**Task directions**:
If a line of the records holds the word "joint", copy it out.

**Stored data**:
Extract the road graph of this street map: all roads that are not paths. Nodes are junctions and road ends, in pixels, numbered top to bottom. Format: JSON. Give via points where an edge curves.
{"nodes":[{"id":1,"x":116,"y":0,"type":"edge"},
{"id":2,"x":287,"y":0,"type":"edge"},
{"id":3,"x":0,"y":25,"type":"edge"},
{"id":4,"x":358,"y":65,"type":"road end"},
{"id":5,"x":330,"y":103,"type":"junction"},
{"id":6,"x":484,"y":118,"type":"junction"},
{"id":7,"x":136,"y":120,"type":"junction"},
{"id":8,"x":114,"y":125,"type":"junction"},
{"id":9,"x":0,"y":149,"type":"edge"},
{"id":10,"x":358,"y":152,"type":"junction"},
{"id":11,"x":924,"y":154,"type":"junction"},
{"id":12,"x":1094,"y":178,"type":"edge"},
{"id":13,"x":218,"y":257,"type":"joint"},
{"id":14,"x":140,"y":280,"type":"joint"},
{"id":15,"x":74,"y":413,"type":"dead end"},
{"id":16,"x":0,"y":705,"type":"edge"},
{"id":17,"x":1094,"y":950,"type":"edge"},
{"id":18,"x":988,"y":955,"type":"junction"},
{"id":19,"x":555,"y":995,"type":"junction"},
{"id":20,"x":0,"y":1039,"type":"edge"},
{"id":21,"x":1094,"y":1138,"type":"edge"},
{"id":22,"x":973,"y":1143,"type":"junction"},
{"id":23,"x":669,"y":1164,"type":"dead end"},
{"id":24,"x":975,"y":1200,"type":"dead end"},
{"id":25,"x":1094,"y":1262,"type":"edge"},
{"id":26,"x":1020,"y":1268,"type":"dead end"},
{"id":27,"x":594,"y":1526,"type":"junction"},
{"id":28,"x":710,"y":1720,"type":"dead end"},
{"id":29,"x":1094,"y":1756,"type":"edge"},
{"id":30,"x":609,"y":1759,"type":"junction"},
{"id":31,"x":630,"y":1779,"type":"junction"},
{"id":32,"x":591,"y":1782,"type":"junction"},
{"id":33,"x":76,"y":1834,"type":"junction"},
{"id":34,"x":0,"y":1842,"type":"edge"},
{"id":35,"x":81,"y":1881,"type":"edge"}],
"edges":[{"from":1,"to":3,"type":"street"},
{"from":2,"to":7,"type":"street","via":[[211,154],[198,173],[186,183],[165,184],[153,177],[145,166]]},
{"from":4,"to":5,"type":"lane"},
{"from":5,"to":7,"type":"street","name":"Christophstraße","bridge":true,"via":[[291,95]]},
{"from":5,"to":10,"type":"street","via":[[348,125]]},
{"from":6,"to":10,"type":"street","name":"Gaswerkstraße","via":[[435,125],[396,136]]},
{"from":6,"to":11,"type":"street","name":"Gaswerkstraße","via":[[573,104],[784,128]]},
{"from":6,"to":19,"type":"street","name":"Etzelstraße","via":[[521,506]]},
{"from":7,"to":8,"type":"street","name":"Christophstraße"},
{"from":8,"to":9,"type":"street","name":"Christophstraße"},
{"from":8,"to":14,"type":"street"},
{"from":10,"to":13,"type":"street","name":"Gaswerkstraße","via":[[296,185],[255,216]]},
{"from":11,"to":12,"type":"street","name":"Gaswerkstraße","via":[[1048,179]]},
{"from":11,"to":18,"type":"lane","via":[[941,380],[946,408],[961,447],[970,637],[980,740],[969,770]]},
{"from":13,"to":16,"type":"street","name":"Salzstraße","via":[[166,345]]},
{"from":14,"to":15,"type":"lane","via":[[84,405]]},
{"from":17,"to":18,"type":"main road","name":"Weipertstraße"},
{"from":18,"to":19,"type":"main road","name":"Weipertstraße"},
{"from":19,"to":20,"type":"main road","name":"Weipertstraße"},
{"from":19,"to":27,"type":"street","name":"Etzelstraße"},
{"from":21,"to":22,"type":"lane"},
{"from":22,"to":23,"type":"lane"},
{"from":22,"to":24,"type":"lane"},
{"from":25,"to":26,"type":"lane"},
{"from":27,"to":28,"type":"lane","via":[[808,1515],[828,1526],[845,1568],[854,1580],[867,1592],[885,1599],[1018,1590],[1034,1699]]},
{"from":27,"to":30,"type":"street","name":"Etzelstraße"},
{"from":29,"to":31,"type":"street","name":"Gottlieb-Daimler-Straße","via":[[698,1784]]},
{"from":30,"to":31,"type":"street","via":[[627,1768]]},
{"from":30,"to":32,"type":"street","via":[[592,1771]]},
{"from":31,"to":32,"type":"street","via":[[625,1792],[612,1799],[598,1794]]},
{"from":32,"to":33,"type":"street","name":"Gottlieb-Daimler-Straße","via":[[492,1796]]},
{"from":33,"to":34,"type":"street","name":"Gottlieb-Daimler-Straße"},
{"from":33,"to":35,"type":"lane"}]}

**Solution to this exercise**:
{"id":13,"x":218,"y":257,"type":"joint"},
{"id":14,"x":140,"y":280,"type":"joint"},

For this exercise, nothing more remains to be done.